Hi Wading sorry you're having a bad day. You're doing so well though, so don't be hard on yourself. Have you written that list yet of all the bad things about him? I think this might help, as when you're feeling like this and remembering the good times, looking at it will give you a reality check.

It's very telling that you spoke to him for a couple of minutes and straight away he was talking about how he was thinking of you sexually.
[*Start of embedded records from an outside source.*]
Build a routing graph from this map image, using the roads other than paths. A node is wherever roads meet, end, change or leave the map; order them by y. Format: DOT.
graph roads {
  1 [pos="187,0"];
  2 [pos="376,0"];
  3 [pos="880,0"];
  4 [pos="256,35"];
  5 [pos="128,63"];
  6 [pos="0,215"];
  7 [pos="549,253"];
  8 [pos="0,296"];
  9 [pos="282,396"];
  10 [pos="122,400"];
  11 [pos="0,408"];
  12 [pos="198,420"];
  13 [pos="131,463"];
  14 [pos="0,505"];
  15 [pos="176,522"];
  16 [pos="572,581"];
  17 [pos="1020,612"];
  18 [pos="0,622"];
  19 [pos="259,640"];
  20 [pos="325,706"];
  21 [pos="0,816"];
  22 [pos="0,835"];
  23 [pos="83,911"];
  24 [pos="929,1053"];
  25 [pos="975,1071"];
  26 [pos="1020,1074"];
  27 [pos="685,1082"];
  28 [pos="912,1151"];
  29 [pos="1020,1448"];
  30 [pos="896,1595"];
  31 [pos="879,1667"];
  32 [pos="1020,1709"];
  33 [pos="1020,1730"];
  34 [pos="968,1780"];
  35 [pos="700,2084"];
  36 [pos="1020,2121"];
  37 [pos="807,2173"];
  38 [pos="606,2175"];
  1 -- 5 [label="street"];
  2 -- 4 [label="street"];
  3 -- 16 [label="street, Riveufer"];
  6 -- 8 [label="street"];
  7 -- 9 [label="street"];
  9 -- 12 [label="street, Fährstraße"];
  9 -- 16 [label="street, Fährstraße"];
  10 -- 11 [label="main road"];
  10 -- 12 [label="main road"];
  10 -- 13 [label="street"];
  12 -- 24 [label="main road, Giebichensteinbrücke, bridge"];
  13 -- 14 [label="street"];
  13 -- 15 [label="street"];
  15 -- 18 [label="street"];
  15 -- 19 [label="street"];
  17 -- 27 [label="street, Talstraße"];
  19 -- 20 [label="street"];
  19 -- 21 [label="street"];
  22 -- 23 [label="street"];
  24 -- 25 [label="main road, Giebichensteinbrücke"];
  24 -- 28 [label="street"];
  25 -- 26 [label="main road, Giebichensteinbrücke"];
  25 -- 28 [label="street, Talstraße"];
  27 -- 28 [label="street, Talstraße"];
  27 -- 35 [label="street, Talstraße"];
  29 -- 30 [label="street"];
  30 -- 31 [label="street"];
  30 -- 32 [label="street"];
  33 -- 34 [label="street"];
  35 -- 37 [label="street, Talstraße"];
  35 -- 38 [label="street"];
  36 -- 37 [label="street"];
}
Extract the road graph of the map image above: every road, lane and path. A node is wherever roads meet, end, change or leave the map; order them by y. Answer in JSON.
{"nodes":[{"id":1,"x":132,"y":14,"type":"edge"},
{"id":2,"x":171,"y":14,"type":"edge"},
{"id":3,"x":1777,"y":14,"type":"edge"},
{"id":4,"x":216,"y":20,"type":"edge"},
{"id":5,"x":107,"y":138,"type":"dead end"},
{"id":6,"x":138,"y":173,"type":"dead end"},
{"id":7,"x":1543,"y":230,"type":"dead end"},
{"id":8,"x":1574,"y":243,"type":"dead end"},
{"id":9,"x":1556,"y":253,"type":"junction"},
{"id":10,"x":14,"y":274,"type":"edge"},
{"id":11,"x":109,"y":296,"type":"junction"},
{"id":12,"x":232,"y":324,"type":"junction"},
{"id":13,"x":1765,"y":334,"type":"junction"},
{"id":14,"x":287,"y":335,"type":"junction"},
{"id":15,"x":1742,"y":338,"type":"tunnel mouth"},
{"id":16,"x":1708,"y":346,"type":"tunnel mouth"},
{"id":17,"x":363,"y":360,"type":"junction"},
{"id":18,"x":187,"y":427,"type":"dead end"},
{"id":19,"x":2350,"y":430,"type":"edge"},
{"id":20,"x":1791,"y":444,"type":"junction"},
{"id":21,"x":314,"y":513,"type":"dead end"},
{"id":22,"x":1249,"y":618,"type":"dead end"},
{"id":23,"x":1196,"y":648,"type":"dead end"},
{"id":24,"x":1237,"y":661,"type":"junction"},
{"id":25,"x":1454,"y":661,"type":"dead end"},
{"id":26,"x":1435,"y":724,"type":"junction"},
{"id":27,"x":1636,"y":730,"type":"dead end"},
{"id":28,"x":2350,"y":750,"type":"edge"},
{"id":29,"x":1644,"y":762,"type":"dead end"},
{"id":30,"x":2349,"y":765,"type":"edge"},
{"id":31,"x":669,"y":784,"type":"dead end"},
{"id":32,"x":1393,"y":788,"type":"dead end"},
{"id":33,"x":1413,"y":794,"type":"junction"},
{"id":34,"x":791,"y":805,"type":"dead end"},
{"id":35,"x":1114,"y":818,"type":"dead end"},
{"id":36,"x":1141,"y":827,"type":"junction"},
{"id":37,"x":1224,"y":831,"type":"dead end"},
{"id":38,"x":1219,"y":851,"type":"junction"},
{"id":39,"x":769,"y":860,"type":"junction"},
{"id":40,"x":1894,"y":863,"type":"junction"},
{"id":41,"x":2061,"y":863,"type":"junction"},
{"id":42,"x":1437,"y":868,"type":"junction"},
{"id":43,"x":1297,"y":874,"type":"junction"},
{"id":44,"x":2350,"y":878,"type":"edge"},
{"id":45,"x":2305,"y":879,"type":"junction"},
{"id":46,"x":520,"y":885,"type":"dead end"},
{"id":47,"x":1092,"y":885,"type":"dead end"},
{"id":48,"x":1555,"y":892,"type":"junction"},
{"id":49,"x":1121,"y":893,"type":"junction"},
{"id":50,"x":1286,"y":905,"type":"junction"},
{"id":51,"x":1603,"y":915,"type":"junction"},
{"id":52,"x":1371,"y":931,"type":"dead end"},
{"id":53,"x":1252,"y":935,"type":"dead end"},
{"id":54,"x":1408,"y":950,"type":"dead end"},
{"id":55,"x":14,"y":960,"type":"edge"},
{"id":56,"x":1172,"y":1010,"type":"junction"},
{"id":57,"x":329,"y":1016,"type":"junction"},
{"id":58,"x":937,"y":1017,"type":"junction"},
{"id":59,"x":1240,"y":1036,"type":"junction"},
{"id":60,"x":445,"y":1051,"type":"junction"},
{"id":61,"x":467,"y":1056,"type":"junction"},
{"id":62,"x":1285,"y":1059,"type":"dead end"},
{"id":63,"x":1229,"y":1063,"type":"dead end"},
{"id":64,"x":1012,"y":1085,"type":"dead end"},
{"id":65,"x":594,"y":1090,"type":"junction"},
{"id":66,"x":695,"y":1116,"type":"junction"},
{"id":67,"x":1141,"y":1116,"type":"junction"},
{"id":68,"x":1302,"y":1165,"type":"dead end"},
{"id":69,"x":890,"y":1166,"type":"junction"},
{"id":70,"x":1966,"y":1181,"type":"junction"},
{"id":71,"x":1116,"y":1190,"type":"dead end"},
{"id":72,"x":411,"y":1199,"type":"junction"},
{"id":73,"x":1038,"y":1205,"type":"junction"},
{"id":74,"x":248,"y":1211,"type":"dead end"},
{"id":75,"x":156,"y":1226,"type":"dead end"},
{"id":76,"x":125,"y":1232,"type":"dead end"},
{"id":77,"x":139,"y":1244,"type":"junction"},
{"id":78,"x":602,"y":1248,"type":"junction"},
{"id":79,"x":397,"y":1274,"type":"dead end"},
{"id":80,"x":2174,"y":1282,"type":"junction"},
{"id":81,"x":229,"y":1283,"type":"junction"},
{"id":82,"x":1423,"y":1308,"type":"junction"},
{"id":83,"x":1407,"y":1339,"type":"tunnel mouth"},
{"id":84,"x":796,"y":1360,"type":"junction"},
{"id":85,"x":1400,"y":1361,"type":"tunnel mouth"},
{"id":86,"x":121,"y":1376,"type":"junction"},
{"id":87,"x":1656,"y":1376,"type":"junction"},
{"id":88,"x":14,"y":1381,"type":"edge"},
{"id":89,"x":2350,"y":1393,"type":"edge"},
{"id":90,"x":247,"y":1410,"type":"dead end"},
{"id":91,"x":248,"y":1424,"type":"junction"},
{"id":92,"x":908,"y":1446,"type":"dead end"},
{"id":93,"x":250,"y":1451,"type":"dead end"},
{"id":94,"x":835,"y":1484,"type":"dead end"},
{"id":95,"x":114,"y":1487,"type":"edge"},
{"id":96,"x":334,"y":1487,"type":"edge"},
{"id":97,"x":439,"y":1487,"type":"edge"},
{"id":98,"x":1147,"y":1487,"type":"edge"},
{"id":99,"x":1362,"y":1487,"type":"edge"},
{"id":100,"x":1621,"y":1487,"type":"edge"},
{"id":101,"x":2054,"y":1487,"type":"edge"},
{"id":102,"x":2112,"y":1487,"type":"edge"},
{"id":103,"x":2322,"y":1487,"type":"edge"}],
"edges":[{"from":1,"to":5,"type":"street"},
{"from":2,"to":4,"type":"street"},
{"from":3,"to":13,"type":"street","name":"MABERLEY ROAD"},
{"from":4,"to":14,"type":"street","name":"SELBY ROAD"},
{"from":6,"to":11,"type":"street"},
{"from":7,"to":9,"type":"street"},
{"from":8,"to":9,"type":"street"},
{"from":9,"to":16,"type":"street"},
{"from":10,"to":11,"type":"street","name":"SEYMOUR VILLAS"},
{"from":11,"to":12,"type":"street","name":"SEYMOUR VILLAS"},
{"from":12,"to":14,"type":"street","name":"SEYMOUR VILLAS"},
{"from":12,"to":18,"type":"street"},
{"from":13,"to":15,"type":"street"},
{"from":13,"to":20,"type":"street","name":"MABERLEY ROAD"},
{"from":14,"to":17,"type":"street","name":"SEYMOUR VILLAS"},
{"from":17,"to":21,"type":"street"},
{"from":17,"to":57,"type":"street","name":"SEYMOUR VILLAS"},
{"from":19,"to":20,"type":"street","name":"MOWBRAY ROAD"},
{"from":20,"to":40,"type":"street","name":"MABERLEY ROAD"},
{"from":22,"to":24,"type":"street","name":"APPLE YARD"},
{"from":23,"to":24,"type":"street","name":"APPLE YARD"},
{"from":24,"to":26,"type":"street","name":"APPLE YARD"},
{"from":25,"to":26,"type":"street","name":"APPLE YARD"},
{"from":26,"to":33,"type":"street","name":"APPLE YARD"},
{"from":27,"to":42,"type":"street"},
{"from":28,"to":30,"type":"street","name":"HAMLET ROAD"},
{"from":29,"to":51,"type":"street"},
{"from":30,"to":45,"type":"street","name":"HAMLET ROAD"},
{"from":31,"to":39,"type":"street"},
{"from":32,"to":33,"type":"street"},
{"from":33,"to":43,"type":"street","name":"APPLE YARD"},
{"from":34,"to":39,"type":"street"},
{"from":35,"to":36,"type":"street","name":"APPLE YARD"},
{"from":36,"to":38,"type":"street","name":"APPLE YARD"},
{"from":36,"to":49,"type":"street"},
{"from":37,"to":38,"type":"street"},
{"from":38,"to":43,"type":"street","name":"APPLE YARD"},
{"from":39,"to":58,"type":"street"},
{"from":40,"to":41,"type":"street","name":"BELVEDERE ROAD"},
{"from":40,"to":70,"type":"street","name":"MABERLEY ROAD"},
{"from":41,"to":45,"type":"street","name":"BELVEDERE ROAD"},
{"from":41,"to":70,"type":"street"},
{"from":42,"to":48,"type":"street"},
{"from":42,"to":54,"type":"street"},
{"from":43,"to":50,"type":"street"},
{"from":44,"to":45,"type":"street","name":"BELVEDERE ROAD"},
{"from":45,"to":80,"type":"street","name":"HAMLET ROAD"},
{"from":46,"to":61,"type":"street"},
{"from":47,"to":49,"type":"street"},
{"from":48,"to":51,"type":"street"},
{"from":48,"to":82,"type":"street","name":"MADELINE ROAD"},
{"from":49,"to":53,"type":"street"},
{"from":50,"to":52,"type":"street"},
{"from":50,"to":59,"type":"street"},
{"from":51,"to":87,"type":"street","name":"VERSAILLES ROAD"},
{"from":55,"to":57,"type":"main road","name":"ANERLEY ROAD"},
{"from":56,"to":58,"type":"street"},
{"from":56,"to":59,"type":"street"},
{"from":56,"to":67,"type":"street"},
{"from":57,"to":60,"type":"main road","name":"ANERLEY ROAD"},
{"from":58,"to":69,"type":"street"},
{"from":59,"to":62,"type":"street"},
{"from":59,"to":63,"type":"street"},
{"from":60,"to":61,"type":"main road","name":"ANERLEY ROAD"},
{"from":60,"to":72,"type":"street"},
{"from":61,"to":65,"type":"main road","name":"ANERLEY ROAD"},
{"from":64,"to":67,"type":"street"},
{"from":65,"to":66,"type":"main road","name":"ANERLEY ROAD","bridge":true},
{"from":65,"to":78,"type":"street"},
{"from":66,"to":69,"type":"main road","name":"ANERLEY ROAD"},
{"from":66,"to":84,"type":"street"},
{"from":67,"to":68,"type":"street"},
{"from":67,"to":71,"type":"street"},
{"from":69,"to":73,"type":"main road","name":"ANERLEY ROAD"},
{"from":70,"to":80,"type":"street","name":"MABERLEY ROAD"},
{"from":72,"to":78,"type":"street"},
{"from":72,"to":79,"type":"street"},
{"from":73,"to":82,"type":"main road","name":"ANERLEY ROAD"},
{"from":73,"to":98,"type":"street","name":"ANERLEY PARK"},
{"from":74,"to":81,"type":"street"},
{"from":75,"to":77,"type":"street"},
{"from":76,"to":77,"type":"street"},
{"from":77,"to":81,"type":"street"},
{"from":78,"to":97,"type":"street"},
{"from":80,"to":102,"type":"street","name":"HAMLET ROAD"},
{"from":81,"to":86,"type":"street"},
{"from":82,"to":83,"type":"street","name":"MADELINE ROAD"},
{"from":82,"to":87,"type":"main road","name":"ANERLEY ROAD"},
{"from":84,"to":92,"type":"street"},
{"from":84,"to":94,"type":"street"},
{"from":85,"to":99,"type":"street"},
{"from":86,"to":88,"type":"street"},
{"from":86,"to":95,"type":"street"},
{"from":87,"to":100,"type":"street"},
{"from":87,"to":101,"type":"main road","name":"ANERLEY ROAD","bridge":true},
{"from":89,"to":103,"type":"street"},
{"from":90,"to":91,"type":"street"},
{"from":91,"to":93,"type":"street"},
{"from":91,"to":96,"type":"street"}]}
sameoldsame · 17/04/2018 20:45

Hi wading
Me again!
Try and think about this logically, you spoke to him, now you feel like shit
There is a correlation there, you might feel defensive of him, but people who are in happy healthy relationships NEVER have to feel defensive about their partners behaviour

Think very hard about that

It’s the highs and lows again, he wasn’t even that nice to you when you spoke to him, he was more concerned about a dream that you had been with someone else? So not actual real concern for your unhappiness, just that he was no longer in control,

Wadingthroughshit · 17/04/2018 20:57

Hello again both of you, thank you for bearing with. I buggered up again, he messaged saying he was horny and who can he tell...I said me ( because of course the thought of him going to anyone else stings) ... then it started this whole thing because I had no confessions for him and he spoke to me like shit.
One of my friends rightfully came down on me....so I need to block again, I need to say, fuck you for speaking to me like that and just block. It’s been a hiccup yesterday and today,, but I’ll come back from it.
How are you ? Tell me about you!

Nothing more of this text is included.